Contes et tatouages au henné
Les arts comme structures sémantiques et paradigmatiques se sont développés à travers la planète depuis les origines de l’humanité. Comme structures sémantiques, elles sont composées par des éléments naturels et culturels rassemblés en œuvres qui se placent dans des traditions particulières. Comme structures paradigmatiques, ils se différencient les uns des autres par des manières particulières d’utiliser les techniques et leur savoir-faire, en innovant et en établissant de nouveaux courants.
Aux Territoires du Nord-Ouest, plusieurs structures sémantiques et paradigmatiques artistiques arrivent des autres continents et continuent leur développement en parallèle aux courants autochtones. Parmi eux, le tatouage au henné et le conte. Pascaline Gréau et Lisa Berthier sont parmi les plus remarquables représentantes de leur complexité maitrisée et pratiquée.

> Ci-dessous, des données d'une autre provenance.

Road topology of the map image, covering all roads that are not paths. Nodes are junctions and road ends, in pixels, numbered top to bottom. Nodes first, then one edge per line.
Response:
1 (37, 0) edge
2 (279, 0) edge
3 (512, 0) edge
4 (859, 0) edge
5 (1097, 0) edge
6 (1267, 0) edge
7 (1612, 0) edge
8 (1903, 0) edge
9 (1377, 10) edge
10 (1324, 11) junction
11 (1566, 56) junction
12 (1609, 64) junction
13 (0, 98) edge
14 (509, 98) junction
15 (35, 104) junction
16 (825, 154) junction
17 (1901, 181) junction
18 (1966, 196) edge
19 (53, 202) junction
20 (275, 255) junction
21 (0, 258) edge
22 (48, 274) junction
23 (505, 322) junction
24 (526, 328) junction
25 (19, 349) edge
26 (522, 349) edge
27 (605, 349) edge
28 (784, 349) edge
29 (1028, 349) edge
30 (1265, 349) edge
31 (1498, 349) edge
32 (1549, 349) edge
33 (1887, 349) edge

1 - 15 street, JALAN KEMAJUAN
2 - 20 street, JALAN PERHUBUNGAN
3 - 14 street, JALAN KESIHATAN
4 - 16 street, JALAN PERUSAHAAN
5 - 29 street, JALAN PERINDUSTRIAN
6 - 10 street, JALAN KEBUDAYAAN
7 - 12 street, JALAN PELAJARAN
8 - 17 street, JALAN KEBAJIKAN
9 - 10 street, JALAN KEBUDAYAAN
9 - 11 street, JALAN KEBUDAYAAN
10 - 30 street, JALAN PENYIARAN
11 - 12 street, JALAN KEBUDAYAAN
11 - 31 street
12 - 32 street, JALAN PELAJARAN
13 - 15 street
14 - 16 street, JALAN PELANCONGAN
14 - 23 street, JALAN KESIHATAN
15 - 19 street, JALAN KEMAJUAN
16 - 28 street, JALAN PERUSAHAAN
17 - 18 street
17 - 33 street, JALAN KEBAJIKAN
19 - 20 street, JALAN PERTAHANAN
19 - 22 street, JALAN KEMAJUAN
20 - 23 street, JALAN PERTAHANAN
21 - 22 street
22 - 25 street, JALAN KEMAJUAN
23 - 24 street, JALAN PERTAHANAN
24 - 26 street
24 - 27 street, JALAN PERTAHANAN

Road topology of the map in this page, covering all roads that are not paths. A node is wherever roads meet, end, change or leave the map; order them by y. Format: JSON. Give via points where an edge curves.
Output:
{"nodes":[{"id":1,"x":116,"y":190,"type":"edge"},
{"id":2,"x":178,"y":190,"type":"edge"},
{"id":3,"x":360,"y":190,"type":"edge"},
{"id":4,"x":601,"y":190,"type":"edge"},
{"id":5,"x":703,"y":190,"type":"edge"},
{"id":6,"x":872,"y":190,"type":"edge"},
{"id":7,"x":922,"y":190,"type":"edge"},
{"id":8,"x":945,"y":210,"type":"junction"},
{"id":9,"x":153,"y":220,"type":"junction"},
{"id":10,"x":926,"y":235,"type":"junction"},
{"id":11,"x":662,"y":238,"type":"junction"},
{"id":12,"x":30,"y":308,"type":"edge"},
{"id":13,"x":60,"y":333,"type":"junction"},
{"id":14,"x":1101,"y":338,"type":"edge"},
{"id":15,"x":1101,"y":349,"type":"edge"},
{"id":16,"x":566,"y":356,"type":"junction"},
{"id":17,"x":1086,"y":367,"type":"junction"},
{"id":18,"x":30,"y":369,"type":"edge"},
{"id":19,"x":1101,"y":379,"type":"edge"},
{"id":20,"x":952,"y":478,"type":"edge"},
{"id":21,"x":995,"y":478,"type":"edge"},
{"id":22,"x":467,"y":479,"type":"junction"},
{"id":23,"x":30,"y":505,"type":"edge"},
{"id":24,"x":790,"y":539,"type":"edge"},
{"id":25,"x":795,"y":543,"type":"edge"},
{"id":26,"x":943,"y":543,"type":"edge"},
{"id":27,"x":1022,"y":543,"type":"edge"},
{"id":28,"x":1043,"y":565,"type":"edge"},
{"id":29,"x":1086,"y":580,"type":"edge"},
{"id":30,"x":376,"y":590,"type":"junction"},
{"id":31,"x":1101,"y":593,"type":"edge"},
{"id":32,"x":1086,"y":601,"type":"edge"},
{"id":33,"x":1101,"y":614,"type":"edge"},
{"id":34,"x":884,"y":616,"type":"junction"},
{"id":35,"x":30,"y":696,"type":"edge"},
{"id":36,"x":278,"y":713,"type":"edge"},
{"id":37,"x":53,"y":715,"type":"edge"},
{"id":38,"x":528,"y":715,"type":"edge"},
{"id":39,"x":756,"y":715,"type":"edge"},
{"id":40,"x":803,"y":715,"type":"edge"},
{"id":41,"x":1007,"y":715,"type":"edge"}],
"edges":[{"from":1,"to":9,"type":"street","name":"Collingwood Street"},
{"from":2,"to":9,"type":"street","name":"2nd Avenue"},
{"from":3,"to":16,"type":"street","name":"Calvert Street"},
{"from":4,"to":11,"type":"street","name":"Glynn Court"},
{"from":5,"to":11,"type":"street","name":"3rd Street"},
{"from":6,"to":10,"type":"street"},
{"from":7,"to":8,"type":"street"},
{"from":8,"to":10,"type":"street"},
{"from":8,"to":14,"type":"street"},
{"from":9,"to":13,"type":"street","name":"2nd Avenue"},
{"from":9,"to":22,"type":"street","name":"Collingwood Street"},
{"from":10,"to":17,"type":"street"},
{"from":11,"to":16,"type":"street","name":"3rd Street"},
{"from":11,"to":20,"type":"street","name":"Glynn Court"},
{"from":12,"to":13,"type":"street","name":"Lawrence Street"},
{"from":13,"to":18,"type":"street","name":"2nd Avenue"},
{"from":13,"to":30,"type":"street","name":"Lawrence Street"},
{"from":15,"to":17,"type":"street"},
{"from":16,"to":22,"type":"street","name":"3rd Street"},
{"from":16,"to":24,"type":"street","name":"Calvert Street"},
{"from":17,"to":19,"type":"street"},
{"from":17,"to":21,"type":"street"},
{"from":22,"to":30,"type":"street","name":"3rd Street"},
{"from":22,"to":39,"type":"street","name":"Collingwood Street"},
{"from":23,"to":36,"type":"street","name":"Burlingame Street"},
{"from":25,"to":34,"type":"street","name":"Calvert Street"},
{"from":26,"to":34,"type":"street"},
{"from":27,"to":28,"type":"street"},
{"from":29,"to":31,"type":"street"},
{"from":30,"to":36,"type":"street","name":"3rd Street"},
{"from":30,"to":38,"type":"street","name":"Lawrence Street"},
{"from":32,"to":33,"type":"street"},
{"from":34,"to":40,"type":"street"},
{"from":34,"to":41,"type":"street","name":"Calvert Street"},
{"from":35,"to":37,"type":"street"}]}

Pascaline Gréau est née dans la commune française de Compiègne située au nord de la forêt domaniale en aval des rivières Oise et Aisne dans le nord de la France. Après plusieurs voyages dans le monde, sa joie de vivre l’amène à Yellowknife en 2010. Depuis 2012, elle est la directrice de l’AFCY, participant à la promotion des arts francophones aux TNO et au Canada. Elle est actuellement en congé de maternité. L’art du tatouage au henné, c’est l’art qu’elle maitrise. Le matériel fondamental que nécessite cet art est un pigment obtenu des feuilles de la plante lawsonia inermis que l’on retrouve à l’origine en Afrique du Nord, en Inde, au Pakistan et au Yémen, là ou l’art du tatouage au henné est connu comme le mehndi. Les figures utilisées pour cet art sont géométriques et symboliques. Elles sont peintes de façon temporaire sur le corps humain, surtout sur les mains et les bras. Cet art qui, en occident, est surtout décoratif, accomplit un rôle magique dans plusieurs communautés africaines et asiatiques. Il est utilisé pour préparer les femmes a plusieurs rites de passage tels que leurs premières menstruations, les fiançailles et le mariage. Il sert aussi à soigner certaines maladies.
Lisa Berthier est née à Petit-de-Grat, un petit village maritime situe en Nouvelle-Écosse, à l’est de l’ile du Cap-Breton. Les vagues de l’océan Atlantique imposent leurs rythmes aux forces de la nature qui se posent sur l’ile pour entendre la beauté de la langue acadienne. La langue danse dans les paroles de ses habitants qui y demeurent depuis plus de 400 ans et qui y pratiquent le conte de manière traditionnelle et quotidienne. Lisa Berthier, après avoir terminé ses études à Moncton en sciences politiques et administration, arrive à Yellowknife en 2012 pour travailler comme gestionnaire aux langues officielles au ministère de la Santé et des Services sociaux. Actuellement, elle travaille à la direction de l’AFCY pour remplacer Pascaline Gréau. Sa maitrise du conte est un héritage culturel de sa famille découlant de la déportation au Cap Breton depuis les conflits franco-anglais du XVIIIe siècle. Le style de conte qu’elle pratique réunit avec beauté les changements d’intensité, de volume et de rythme de la voix pour transmettre des émotions qui flambent entre la tristesse et la joie. Pour elle, cela est complètement naturel et reflète les réunions familiales et sociales de son foyer lorsque les convives partagent de manière spontanée des contes et des mets en célébration de la vie.